| Data for review |
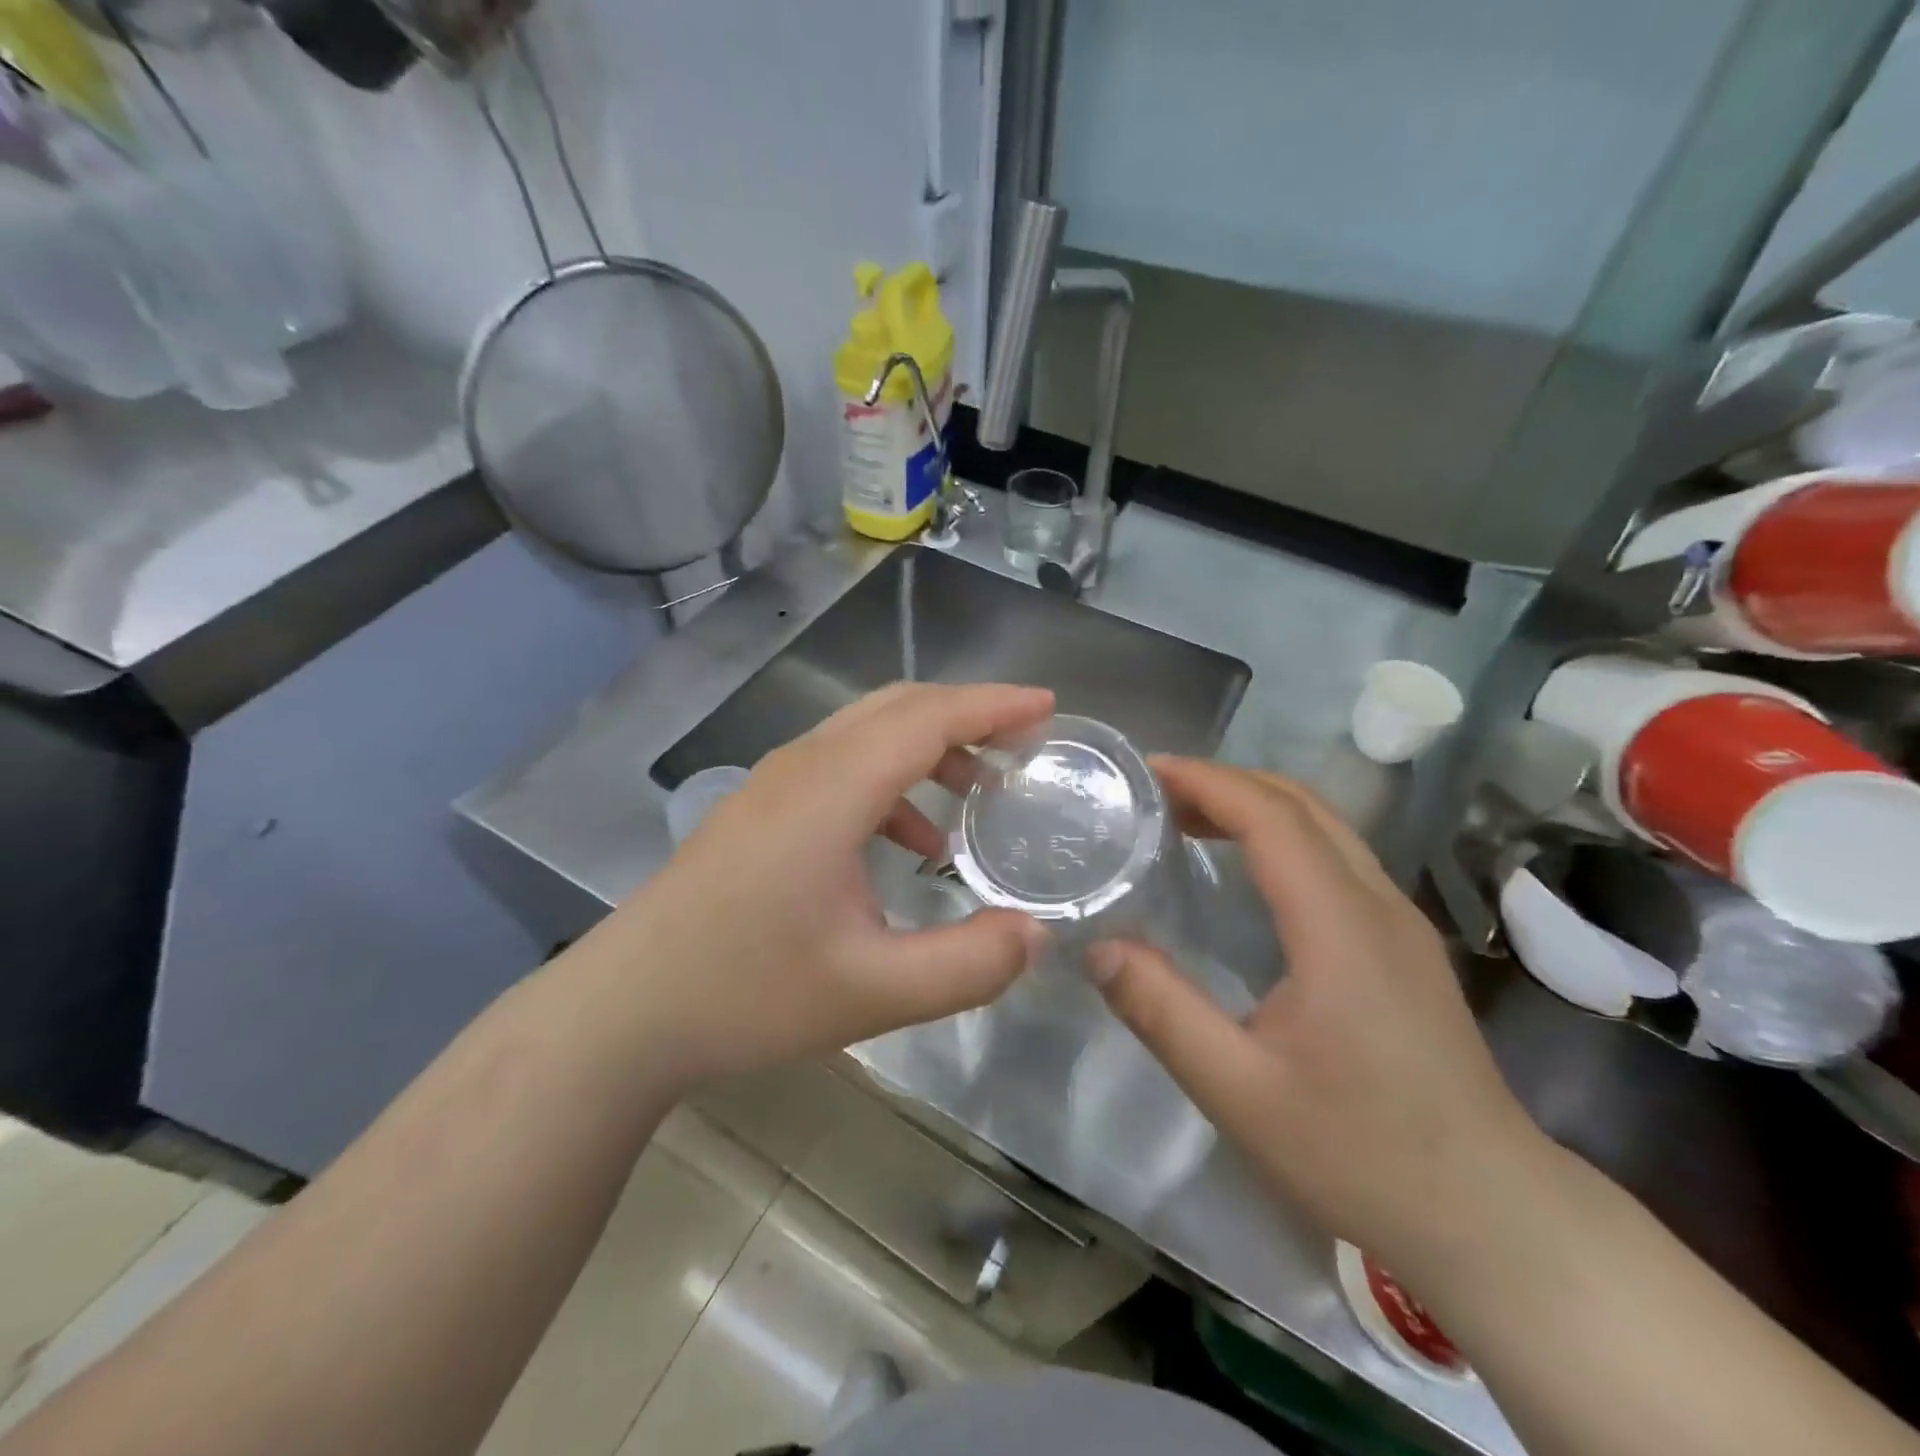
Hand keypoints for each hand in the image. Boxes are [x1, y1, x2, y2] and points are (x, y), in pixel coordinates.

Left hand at [575, 683, 1053, 1088]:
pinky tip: (910, 840)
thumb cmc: (745, 993)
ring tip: (979, 794)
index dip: (993, 705)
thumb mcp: (873, 992)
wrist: (624, 1011)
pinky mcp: (759, 808)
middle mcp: (803, 766)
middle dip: (968, 715)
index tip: (1048, 707)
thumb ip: (968, 965)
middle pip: (898, 708)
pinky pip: (841, 766)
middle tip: (1024, 744)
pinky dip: (891, 781)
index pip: (928, 717)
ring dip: (929, 748)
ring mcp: (774, 783)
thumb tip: (1036, 934)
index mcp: (833, 788)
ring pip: (867, 733)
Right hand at [1084, 758, 1542, 1271]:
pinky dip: (1281, 836)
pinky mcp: (1404, 947)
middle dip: (1226, 782)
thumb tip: (1098, 948)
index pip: (1271, 818)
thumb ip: (1163, 1013)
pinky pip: (1336, 858)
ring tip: (1188, 819)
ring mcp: (1399, 923)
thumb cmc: (1362, 1154)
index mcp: (1340, 925)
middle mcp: (1377, 905)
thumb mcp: (1240, 1092)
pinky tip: (1245, 872)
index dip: (1207, 782)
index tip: (1148, 771)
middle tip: (1156, 793)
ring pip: (1325, 827)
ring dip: (1255, 805)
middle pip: (1302, 805)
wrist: (1493, 1218)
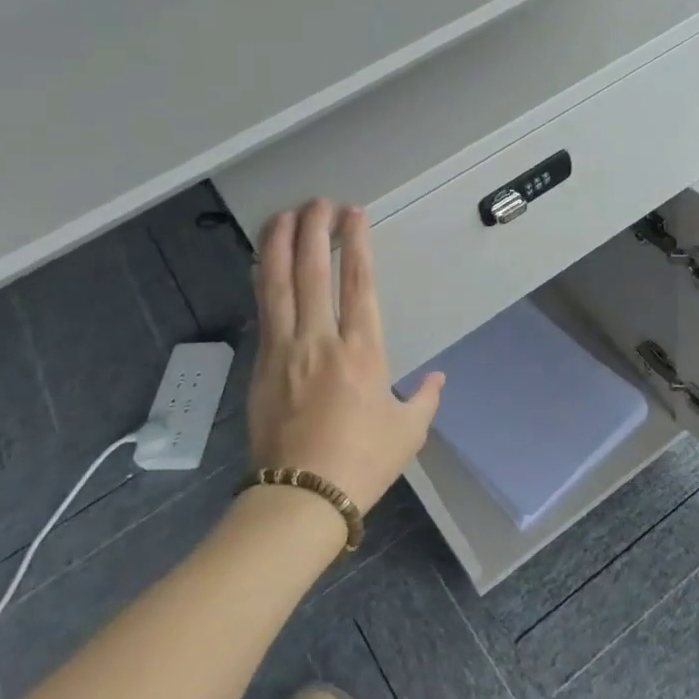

| Aim of the task |
Reproduce only the lines running from the beginning of the entries above to the line holding "wrist: (624, 1011)", inclusive. Pictures stay out of the copy.

| Result below |
Hand keypoints for each hand in the image. Boxes are [x1, y1, x2, y2] and points are (x, y), in pixel coordinates.

Left hand at [575, 683, 1053, 1088]:
pinky tip: (910, 840)
thumb cmc: (745, 993)
ring tip: (979, 794)
index dip: (993, 705)
thumb mcp: (873, 992)
wrist: (624, 1011)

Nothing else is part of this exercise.